Despite the past decade's resurgence of interest in theaters and theatricality in the long eighteenth century, critical coverage of this material is still riddled with gaps. Elaine McGirr's study of the heroic mode partially fills one such hole by closely examining the complex overlapping of the culture of theater and the thematics of drama, on the one hand, and the theory and practice of politics and sovereignty, on the other. The heroic is a mode, not a genre, McGirr argues; it is best understood as a portable set of conventions and codes closely associated with the Stuart court and with absolutism. The book briefly underscores the lingering power of narratives of restored rule and spectacles of political power in our own day, but it argues primarily for the importance of the heroic mode as a key political language and a political force in its own right.

Though McGirr's work does not limit its attention to the theater, drama is what distills the definitive traits of the heroic. In considering texts and documents related to the theater the book is at its most original and convincing. The heroic mode, in McGirr's account, informs the London stage's response to political developments, trends, and crises over the course of the Restoration and post-Restoration periods. Each chapter takes as its hub a political crisis—the Restoration, the Exclusion Crisis, the Glorious Revolution, the Hanoverian Succession, and the 1745 Jacobite rising—and links that crisis to the heroic productions that it spawned. The heroic, McGirr argues, retains its power well after its heyday following the Restoration, appealing in particular to critics of modernity with its vision of cyclical history and communal identities organized around divinely sanctioned sovereigns. Heroic Mode and Political Crisis importantly links the aesthetic mode of the heroic theater—which places the viewer in a passive position, captivated and thoroughly subjected to the drama—to the ideal experience of the monarchical subject, similarly awed and similarly passive. The heroic mode is an ideological [End Page 140] effort to restore the aura of mystery that should surround a sovereign, a mystery that died on the scaffold in 1649. The continuing power of the heroic can also be traced, however, in the lineaments of its Whiggish opponents, who alternately undermine the heroic by lampooning its power or by offering an alternative aesthetic of exemplarity. Because the heroic mode itself gradually solidifies into a synecdoche for an absolutist ideology, satires of the heroic mode by George Villiers, Duke of Buckingham, and Henry Fielding are not simply amusing deflations of a pompous rhetorical style; they are also savage cancellations of the absolutist political theory that undergirds them. This cultural language spreads from its roots in the theater to other genres, and McGirr offers intriguing if somewhat unsubtle readings of Aphra Behn's Oroonoko, John Dryden's Annus Mirabilis, and Richard Steele's writings on Christian heroism, among others, as important instances of or rejoinders to the heroic mode.
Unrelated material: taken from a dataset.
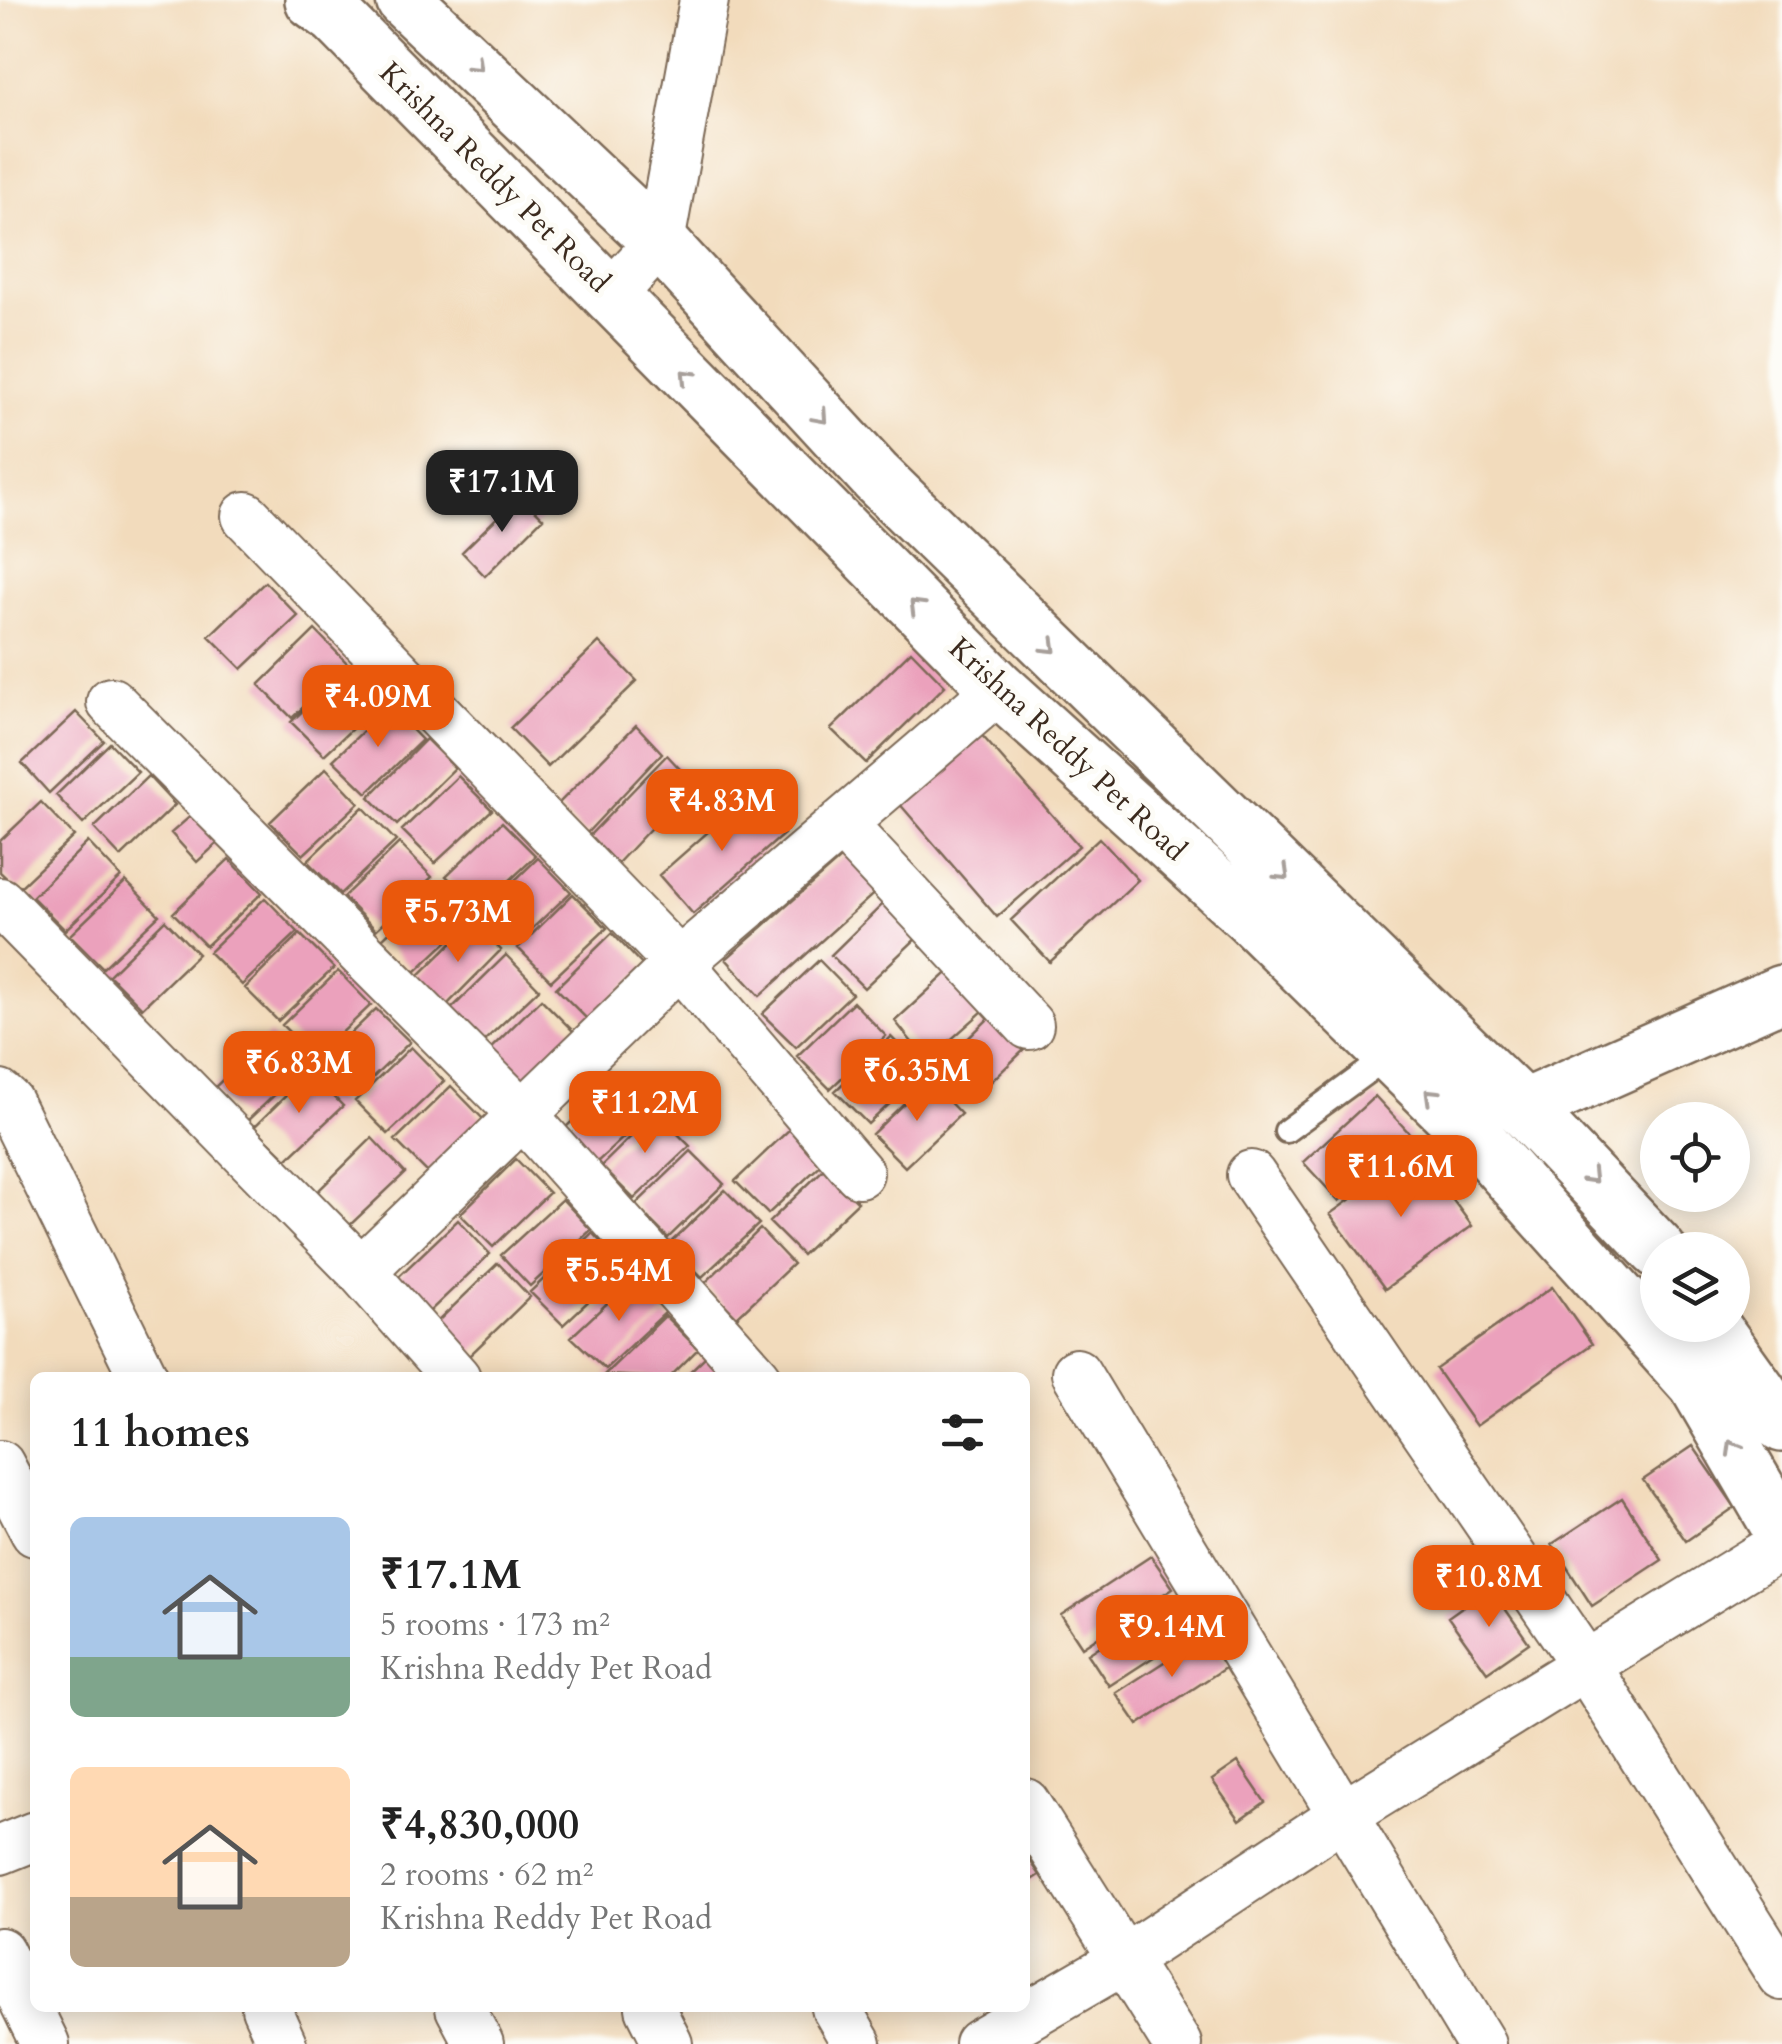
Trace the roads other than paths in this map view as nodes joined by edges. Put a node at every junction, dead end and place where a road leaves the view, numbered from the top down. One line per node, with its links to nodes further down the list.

The book is at its best and most original in its treatment of Buckingham's play The Rehearsal. McGirr traces the play's development from a simple spoof of Dryden in the mid-1660s through the version that was performed in 1671. The revised version lampoons the specific tropes of the heroic, but also imagines a different politics of theater. While the heroic demands submission from the audience, Buckingham's parody wrecks the illusion and opens up a space for the viewer as a different kind of subject. Later chapters offer an intriguing explanation for the play's intermittent success in revival—a success linked not so much to rising and falling public taste as to the vagaries of political crisis. Although the play remained popular in the early eighteenth century, it enjoyed a tremendous revival in the period from 1739 through the end of the Jacobite uprising in 1746. McGirr links this resurgence in popularity to a public need to deflate the heroic mode that was strongly associated with Jacobitism and...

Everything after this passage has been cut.